Dentro del contenido semántico de la superstición, los autores coinciden en constatar que los ritos supersticiosos son un ejercicio falso del culto. El hombre supersticioso pone el énfasis en lo periférico a costa de lo nuclear, como si a los dioses les importara la observancia de determinados ritos al estilo del supersticioso en la caricatura de Teofrasto (Caract., 16). El mismo Plutarco califica de “risibles” (katagélasta) las prácticas de la superstición (De superst., 171 a-b).

En la Biblia tenían gran importancia los ritos y las fórmulas como expresión de la ideología hebrea. Pero precisamente una de las tareas de los Profetas fue corregir desviaciones y excesos. Amós censura al pueblo que ofrece sacrificios, pero sigue sin convertirse de corazón (Amós 4, 4-12). Y Oseas recapitula su censura en una frase lapidaria. Dice Dios: “Prefiero la misericordia (éleos) a los sacrificios, el conocimiento de Dios a los holocaustos” (Os 6, 6).

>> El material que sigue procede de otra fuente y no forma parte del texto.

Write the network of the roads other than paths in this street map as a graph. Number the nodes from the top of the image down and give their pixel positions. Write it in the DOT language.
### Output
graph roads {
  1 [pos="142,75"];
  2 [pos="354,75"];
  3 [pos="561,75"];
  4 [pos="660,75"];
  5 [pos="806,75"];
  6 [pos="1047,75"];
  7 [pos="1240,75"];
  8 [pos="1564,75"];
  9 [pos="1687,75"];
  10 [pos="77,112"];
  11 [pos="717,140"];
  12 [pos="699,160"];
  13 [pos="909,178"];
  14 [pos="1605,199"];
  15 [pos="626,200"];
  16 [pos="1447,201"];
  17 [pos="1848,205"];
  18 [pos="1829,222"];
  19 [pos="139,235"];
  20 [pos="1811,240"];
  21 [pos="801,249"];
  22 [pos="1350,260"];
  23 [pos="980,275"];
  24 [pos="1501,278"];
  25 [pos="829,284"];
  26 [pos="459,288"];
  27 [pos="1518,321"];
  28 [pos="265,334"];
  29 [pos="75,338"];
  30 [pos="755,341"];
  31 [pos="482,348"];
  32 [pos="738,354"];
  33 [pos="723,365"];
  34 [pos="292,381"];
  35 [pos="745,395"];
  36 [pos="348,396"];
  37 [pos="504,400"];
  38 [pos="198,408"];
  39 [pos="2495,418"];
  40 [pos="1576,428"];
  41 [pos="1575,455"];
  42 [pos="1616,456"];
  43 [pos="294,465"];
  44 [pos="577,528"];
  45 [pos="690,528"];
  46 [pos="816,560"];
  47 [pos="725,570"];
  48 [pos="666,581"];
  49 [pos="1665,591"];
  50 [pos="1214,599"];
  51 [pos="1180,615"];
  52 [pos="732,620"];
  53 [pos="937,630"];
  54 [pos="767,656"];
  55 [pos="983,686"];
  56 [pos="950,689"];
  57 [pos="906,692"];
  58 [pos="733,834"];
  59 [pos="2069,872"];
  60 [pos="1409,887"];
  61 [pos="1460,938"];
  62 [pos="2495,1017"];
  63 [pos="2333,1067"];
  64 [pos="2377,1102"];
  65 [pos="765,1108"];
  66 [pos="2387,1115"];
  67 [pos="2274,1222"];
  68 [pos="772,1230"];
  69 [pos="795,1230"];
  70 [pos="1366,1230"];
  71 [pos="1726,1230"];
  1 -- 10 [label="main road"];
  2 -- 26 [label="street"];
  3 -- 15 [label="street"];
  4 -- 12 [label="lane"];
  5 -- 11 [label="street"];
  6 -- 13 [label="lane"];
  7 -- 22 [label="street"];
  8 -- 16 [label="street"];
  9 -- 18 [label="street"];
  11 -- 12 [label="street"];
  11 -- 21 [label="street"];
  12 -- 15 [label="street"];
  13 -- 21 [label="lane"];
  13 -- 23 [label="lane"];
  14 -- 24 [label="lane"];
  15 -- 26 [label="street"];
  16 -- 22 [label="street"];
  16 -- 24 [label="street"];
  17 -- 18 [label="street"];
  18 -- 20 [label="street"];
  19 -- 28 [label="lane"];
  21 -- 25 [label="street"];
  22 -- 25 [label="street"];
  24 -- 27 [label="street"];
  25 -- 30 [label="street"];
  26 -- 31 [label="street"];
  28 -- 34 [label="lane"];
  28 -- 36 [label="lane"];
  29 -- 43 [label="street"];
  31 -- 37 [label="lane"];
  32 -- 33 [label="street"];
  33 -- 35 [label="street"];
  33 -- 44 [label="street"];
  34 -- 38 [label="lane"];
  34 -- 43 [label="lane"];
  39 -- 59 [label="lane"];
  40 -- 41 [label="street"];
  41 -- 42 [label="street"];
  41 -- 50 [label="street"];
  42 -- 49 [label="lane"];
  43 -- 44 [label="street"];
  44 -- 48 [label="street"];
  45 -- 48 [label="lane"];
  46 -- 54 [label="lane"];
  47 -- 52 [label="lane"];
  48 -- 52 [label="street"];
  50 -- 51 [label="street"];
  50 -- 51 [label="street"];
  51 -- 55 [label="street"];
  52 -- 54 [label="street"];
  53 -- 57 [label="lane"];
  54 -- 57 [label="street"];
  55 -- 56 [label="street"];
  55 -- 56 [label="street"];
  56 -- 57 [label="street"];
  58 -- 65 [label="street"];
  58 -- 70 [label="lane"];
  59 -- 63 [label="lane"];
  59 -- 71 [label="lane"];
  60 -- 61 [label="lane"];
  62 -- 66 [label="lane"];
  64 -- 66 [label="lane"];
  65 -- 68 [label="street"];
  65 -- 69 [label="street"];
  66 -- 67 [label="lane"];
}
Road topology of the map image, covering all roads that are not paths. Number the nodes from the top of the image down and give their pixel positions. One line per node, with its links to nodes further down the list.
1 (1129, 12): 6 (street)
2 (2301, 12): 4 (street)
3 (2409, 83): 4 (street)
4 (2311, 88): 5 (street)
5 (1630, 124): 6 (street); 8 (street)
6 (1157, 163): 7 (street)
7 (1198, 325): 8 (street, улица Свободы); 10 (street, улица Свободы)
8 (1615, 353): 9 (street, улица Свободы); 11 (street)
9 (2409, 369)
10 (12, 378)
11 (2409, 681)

Todavía añade Plutarco dos elementos ordinarios en la superstición: Las fórmulas (rhémata) y las imágenes. El supersticioso de Teofrasto recurría a las palabras mágicas “más poderosa es Atenea” cuando topaba con fenómenos considerados como presagios de males. Las palabras o fórmulas podían inducir a los ignorantes a conectar los efectos favorables de milagros o prodigios con el valor mágico de ciertas palabras. Y aunque la magia y la hechicería estaban expresamente prohibidas en la Ley de Moisés, hubo casos de abusos en la práctica, como sabemos por la historia de Saúl (1 Sam 28). Jeremías lo expresaba con claridad y contundencia: “No confiéis en vanas palabras diciendo: Templo del Señor, Templo del Señor, Templo del Señor” (Hejal ´Adonáy, Hejal ´Adonáy, Hejal ´Adonáy, Hemmáh: Jer 7, 4).

Sobre las imágenes en el texto bíblico basta recordar el segundo mandamiento del Decálogo (Éx 20, 4-5; Deut 5, 8-9). Los israelitas tenían el peligro de confundir las imágenes con la realidad. Y en pleno momento constituyente de la Ley, se fabricaron el becerro de oro (Éx 32). De forma similar censura Plutarco a los supersticiosos, porque confían en los forjadores y en los escultores hasta el punto de dar culto y adorar a dioses fabricados de materia (De superst., 67 d). De las imágenes de los ídolos cantaba el Salmista: “Sus ídolos son plata y oro, obra de la mano de los hombres. Tienen boca y no hablan, ojos y no ven, tienen orejas y no oyen; tienen narices y no huelen. Sus manos no palpan, sus pies no caminan, no sale de su garganta un murmullo” (Sal 115, 4-7).